Could every line of the data be copied out once more, exactly?

[Start of Attachment]

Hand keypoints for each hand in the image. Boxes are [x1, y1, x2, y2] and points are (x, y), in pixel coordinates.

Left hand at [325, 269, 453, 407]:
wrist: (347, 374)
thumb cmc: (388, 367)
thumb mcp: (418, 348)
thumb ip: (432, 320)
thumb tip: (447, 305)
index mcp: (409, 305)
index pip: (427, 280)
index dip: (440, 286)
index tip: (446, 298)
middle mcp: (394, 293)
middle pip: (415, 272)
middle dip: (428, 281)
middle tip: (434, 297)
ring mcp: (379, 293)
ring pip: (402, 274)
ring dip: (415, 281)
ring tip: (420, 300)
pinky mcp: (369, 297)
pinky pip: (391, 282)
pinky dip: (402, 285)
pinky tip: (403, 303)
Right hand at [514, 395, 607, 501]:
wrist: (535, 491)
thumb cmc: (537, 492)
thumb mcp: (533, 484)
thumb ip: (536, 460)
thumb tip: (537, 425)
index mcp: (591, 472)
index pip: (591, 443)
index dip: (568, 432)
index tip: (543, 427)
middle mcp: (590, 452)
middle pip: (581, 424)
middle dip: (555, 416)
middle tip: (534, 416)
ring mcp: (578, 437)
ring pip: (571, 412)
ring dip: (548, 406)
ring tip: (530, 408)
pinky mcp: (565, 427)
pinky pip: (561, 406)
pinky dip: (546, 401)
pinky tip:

[End of Attachment]

ANSWER BELOW:
Hand keypoints for each hand in the image. Boxes are [x1, y1, x2, y2] and points are (x, y), in pixel coordinates.

Left hand at [325, 269, 453, 407]:
wrist: (347, 374)
thumb cmc: (388, 367)
thumb mcp: (418, 348)
thumb ip: (432, 320)
thumb tip: (447, 305)
index mcp: (409, 305)
index pip: (427, 280)
index dip: (440, 286)
index tip: (446, 298)
middle mcp: (394, 293)
middle pip: (415, 272)
middle dip: (428, 281)
middle tip: (434, 297)
ring mcp: (379, 293)
ring pip: (402, 274)
ring dip: (415, 281)
ring tip: (420, 300)
pinky mcp: (369, 297)
pinky pip: (391, 282)
pinky dip: (402, 285)
pinky tip: (403, 303)
Right hand at [514, 395, 607, 501]:
wrist: (535, 491)
thumb cmc: (537, 492)
thumb mcp: (533, 484)
thumb ip: (536, 460)
thumb tip: (537, 425)
index mcp: (591, 472)
index pip: (591, 443)
index dip: (568, 432)
index tip: (543, 427)
middle mcp: (590, 452)
middle pip: (581, 424)
middle dip: (555, 416)
middle tip: (534, 416)
ring mcp: (578, 437)
ring pip: (571, 412)
ring dip: (548, 406)
ring tip: (530, 408)
pinky mcp: (565, 427)
pinky pip: (561, 406)
pinky dip: (546, 401)
pinky tip:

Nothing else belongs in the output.